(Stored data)
****
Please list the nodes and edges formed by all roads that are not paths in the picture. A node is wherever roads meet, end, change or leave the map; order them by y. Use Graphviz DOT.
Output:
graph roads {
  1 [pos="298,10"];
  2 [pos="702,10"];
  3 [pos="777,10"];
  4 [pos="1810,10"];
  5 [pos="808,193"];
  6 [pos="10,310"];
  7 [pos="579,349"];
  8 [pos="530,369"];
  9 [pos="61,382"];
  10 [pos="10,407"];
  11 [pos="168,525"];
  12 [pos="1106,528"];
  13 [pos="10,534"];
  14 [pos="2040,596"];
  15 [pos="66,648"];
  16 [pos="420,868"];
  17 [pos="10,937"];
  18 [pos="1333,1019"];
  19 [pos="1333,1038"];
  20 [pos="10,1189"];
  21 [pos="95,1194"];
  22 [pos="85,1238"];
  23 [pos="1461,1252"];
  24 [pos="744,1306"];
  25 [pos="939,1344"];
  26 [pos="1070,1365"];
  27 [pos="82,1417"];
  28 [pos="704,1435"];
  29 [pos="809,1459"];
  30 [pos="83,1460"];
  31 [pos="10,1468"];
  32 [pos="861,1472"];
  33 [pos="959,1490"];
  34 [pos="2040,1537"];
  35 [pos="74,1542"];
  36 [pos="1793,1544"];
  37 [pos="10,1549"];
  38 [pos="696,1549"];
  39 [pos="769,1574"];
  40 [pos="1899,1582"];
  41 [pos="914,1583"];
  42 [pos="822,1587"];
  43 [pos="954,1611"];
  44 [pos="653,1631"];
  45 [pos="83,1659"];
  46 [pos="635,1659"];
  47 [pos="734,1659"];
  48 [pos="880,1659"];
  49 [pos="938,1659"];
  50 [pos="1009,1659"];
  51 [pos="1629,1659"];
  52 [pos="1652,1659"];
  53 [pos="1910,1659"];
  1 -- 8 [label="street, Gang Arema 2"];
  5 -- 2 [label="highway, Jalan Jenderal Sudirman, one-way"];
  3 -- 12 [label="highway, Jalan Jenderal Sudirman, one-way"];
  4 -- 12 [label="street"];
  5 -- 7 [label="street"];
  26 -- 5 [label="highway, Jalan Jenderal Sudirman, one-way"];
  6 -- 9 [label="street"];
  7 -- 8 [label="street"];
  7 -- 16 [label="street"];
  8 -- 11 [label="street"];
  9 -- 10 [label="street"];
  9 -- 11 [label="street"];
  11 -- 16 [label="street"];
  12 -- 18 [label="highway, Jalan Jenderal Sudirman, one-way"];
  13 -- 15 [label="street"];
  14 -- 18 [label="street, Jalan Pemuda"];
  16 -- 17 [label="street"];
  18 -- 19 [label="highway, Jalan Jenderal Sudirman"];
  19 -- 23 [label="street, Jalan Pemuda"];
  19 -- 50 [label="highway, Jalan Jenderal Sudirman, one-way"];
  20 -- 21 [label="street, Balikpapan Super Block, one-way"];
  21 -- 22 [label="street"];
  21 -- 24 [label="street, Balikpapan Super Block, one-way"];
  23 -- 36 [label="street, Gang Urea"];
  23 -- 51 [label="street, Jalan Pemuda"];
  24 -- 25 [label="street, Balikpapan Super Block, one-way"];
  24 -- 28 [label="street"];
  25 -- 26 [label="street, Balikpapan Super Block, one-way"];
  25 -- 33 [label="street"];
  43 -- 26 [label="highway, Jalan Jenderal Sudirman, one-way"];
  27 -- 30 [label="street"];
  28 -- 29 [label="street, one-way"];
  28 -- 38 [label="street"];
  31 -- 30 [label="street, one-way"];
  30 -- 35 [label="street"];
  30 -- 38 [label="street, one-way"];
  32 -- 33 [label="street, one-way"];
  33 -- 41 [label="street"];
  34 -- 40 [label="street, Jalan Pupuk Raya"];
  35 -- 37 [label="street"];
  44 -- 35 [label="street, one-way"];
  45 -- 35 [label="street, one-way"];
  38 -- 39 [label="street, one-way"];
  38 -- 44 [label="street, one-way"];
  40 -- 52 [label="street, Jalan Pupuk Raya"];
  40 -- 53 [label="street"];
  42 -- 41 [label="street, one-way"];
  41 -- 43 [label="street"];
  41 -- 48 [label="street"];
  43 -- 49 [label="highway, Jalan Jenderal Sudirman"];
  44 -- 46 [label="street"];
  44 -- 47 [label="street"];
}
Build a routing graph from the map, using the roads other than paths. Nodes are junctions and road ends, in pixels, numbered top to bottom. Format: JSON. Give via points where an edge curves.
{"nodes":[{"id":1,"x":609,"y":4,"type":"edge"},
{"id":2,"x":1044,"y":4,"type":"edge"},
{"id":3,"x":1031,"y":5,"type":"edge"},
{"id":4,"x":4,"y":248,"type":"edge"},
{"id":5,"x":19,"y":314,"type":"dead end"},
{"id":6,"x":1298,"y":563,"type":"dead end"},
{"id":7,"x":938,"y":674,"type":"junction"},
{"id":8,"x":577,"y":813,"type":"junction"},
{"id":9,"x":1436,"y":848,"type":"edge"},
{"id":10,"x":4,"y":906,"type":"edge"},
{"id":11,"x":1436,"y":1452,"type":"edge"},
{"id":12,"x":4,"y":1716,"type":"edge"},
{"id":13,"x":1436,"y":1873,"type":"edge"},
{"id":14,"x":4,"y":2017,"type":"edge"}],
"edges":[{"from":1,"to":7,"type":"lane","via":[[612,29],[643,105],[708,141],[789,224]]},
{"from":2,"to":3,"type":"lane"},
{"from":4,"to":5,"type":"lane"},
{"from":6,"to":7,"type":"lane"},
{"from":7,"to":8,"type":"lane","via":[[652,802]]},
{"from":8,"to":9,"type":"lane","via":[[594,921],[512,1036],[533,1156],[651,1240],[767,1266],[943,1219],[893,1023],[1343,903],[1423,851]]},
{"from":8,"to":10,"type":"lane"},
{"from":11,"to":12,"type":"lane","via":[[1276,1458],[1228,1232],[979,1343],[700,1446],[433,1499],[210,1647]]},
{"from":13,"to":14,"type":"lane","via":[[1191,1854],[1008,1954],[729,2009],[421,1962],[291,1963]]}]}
****
# [Exercise]
Retype the entries in full. Keep every line identical.

# [Output of the exercise]
Please list the nodes and edges formed by all roads that are not paths in the picture. A node is wherever roads meet, end, change or leave the map; order them by y. Use Graphviz DOT.
Output:
graph roads {
  1 [pos="298,10"];
  2 [pos="702,10"];
  3 [pos="777,10"];
  4 [pos="1810,10"];
  5 [pos="808,193"];
  6 [pos="10,310"];
  7 [pos="579,349"];
  8 [pos="530,369"];
  9 [pos="61,382"];
  10 [pos="10,407"];
  11 [pos="168,525"];
  12 [pos="1106,528"];
  13 [pos="10,534"];
  14 [pos="2040,596"];
  15 [pos="66,648"];
  16 [pos="420,868"];
  17 [pos="10,937"];
  18 [pos="1333,1019"];
  19 [pos="1333,1038"];
  20 [pos="10,1189"];
  21 [pos="95,1194"];
  22 [pos="85,1238"];
  23 [pos="1461,1252"];
  24 [pos="744,1306"];
  25 [pos="939,1344"];
  26 [pos="1070,1365"];
  27 [pos="82,1417"];
  28 [pos="704,1435"];
  29 [pos="809,1459"];
  30 [pos="83,1460"];
  31 [pos="10,1468"];
  32 [pos="861,1472"];
  33 [pos="959,1490"];
  34 [pos="2040,1537"];
  35 [pos="74,1542"];
  36 [pos="1793,1544"];
  37 [pos="10,1549"];
  38 [pos="696,1549"];
  39 [pos="769,1574"];
  40 [pos="1899,1582"];
  41 [pos="914,1583"];
  42 [pos="822,1587"];
  43 [pos="954,1611"];
  44 [pos="653,1631"];
  45 [pos="83,1659"];
  46 [pos="635,1659"];
  47 [pos="734,1659"];
  48 [pos="880,1659"];
  49 [pos="938,1659"];
  50 [pos="1009,1659"];
  51 [pos="1629,1659"];
  52 [pos="1652,1659"];
  53 [pos="1910,1659"];
  1 -- 8 [label="street, Gang Arema 2"];
  5 -- 2 [label="highway, Jalan Jenderal Sudirman, one-way"];
  3 -- 12 [label="highway, Jalan Jenderal Sudirman, one-way"];
  4 -- 12 [label="street"];
  5 -- 7 [label="street"];
  26 -- 5 [label="highway, Jalan Jenderal Sudirman, one-way"];
  6 -- 9 [label="street"];
  7 -- 8 [label="street"];
  7 -- 16 [label="street"];
  8 -- 11 [label="street"];
  9 -- 10 [label="street"];
  9 -- 11 [label="street"];
  11 -- 16 [label="street"];
  12 -- 18 [label="highway, Jalan Jenderal Sudirman, one-way"];
  13 -- 15 [label="street"];
  14 -- 18 [label="street, Jalan Pemuda"];
  16 -- 17 [label="street"];
  18 -- 19 [label="highway, Jalan Jenderal Sudirman"];
  19 -- 23 [label="street, Jalan Pemuda"];
  19 -- 50 [label="highway, Jalan Jenderal Sudirman, one-way"];
  20 -- 21 [label="street, Balikpapan Super Block, one-way"];
  21 -- 22 [label="street"];
  21 -- 24 [label="street, Balikpapan Super Block, one-way"];
  23 -- 36 [label="street, Gang Urea"];
  23 -- 51 [label="street, Jalan Pemuda"];
  24 -- 25 [label="street, Balikpapan Super Block, one-way"];
  24 -- 28 [label="street"];
  25 -- 26 [label="street, Balikpapan Super Block, one-way"];
  25 -- 33 [label="street"];
  43 -- 26 [label="highway, Jalan Jenderal Sudirman, one-way"];
  27 -- 30 [label="street"];
  28 -- 29 [label="street, one-way"];
  28 -- 38 [label="street"];
  31 -- 30 [label="street, one-way"];
  30 -- 35 [label="street"];
  30 -- 38 [label="street, one-way"];
  32 -- 33 [label="street, one-way"];
  33 -- 41 [label="street"];
  34 -- 40 [label="street, Jalan Pupuk Raya"];
  35 -- 37 [label="street"];
  44 -- 35 [label="street, one-way"];
  45 -- 35 [label="street, one-way"];
  38 -- 39 [label="street, one-way"];
  38 -- 44 [label="street, one-way"];
  40 -- 52 [label="street, Jalan Pupuk Raya"];
  40 -- 53 [label="street"];
  42 -- 41 [label="street, one-way"];
  41 -- 43 [label="street"];
  41 -- 48 [label="street"];
  43 -- 49 [label="highway, Jalan Jenderal Sudirman"];
  44 -- 46 [label="street"];
  44 -- 47 [label="street"];
}
Build a routing graph from the map, using the roads other than paths. Nodes are junctions and road ends, in pixels, numbered top to bottom. Format: JSON. Give via points where an edge curves.
{"nodes":[{"id":1,"x":609,"y":4,"type":"edge"},
{"id":2,"x":1044,"y":4,"type":"edge"},
{"id":3,"x":1031,"y":5,"type":"edge"},
{"id":4,"x":4,"y":248,"type":"edge"},
{"id":5,"x":19,"y":314,"type":"dead end"},
{"id":6,"x":1298,"y":563,"type":"dead end"},
{"id":7,"x":938,"y":674,"type":"junction"},
{"id":8,"x":577,"y":813,"type":"junction"},
{"id":9,"x":1436,"y":848,"type":"edge"},
{"id":10,"x":4,"y":906,"type":"edge"},
{"id":11,"x":1436,"y":1452,"type":"edge"},
{"id":12,"x":4,"y":1716,"type":"edge"},
{"id":13,"x":1436,"y":1873,"type":"edge"},
{"id":14,"x":4,"y":2017,"type":"edge"}],
"edges":[{"from":1,"to":7,"type":"lane","via":[[612,29],[643,105],[708,141],[789,224]]},
{"from":2,"to":3,"type":"lane"},
{"from":4,"to":5,"type":"lane"},
{"from":6,"to":7,"type":"lane"},
{"from":7,"to":8,"type":"lane","via":[[652,802]]},
{"from":8,"to":9,"type":"lane","via":[[594,921],[512,1036],[533,1156],[651,1240],[767,1266],[943,1219],[893,1023],[1343,903],[1423,851]]},
{"from":8,"to":10,"type":"lane"},
{"from":11,"to":12,"type":"lane","via":[[1276,1458],[1228,1232],[979,1343],[700,1446],[433,1499],[210,1647]]},
{"from":13,"to":14,"type":"lane","via":[[1191,1854],[1008,1954],[729,2009],[421,1962],[291,1963]]}]}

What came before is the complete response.